I fell into my career. After graduating with an English degree, I found my first job selling copiers to law firms. I never loved it, but I was able to grind it out and climb to the top of the board. My success perpetuated and fed my salesperson identity.
13 years later, I wanted a change in direction. I decided to earn an MBA to create an inflection point in my career. Night school is transformative. It’s a sprint, a stretch, a sacrifice, and a struggle. I learned what it means to earn your sleep. The process changed who I am, how I see myself, and how I see the world.
I graduated in December, and now I need to decide what is next.
The exercise of will to depart from the path and choose with intention what’s next requires overcoming the forces of complacency and fear of the devil unknown. Some fail to make this choice and retire after 40 years having accomplished much, but never having intended to do any of it.
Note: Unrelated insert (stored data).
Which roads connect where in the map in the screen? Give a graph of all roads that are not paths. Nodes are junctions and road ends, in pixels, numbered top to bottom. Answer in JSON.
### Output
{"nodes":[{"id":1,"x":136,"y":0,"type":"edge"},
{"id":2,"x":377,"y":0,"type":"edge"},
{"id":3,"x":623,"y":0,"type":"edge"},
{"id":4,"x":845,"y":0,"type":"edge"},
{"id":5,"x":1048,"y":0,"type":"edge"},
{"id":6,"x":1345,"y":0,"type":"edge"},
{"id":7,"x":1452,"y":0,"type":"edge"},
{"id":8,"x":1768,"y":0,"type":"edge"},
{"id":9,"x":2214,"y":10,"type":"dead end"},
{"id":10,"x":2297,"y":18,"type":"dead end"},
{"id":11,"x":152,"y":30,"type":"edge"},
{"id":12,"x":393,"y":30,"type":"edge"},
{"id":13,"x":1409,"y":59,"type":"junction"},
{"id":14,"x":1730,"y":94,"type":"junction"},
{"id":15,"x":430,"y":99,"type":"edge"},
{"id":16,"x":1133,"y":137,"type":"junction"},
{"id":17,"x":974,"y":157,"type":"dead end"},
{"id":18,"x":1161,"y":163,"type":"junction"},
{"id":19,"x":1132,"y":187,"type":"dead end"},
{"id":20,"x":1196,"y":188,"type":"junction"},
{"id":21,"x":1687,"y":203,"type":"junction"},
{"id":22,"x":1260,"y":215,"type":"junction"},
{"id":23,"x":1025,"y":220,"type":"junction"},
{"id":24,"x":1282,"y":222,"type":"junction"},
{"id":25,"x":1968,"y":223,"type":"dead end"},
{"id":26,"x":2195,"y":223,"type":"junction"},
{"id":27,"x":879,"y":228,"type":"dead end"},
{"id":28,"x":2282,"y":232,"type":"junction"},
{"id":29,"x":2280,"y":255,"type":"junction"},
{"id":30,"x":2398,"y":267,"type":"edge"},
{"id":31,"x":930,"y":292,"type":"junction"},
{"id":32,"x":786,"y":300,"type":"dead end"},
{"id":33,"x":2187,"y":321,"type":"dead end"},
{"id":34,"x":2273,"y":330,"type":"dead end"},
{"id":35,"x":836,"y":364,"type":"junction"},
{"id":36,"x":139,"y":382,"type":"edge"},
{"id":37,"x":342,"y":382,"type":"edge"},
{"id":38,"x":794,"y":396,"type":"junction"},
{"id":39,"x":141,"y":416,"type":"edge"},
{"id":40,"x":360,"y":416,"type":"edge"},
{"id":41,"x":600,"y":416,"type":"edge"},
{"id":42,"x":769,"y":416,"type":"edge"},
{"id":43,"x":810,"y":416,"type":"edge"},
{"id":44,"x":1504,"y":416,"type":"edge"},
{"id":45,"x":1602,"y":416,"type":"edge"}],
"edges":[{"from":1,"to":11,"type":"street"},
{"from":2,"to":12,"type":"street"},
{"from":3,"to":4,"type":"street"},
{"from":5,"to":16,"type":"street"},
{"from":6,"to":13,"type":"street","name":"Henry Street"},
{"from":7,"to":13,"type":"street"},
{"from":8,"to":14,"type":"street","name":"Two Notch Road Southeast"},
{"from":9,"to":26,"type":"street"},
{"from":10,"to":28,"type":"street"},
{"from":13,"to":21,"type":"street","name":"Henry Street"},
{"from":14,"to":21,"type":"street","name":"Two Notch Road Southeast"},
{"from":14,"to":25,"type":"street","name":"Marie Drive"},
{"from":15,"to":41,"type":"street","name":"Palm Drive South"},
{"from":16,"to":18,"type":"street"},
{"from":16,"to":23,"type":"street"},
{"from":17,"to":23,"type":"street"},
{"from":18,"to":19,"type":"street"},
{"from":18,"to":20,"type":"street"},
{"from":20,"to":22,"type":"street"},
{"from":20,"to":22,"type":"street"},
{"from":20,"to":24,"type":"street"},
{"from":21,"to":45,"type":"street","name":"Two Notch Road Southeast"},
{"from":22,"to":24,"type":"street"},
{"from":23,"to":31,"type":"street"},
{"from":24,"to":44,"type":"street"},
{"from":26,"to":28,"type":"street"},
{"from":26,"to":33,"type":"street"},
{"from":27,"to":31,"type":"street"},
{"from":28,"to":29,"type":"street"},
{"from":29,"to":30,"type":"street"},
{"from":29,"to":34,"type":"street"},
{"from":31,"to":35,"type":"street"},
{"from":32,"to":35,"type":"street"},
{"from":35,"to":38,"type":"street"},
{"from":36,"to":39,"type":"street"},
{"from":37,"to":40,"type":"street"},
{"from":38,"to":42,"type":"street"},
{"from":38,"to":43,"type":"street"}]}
The first half of my career was chosen without intention. Before rushing into a decision about the second half, I need a little perspective. I am going to spend some time breathing before I decide what to say.
I’m taking a sabbatical. My family and I are going on the road for the summer. We’ll see eight thousand miles of pavement, a dozen national parks, twenty states, and two countries. I’m going to remove myself from work and be immersed in family and my thoughts.
In the fall, I’ll begin again
I don’t yet know where this will end or what I will do next. That’s in part the purpose of the Sabbatical. I do know I am ready to do the most important work of my career. I want unbridled success, and I want a life I’ve chosen.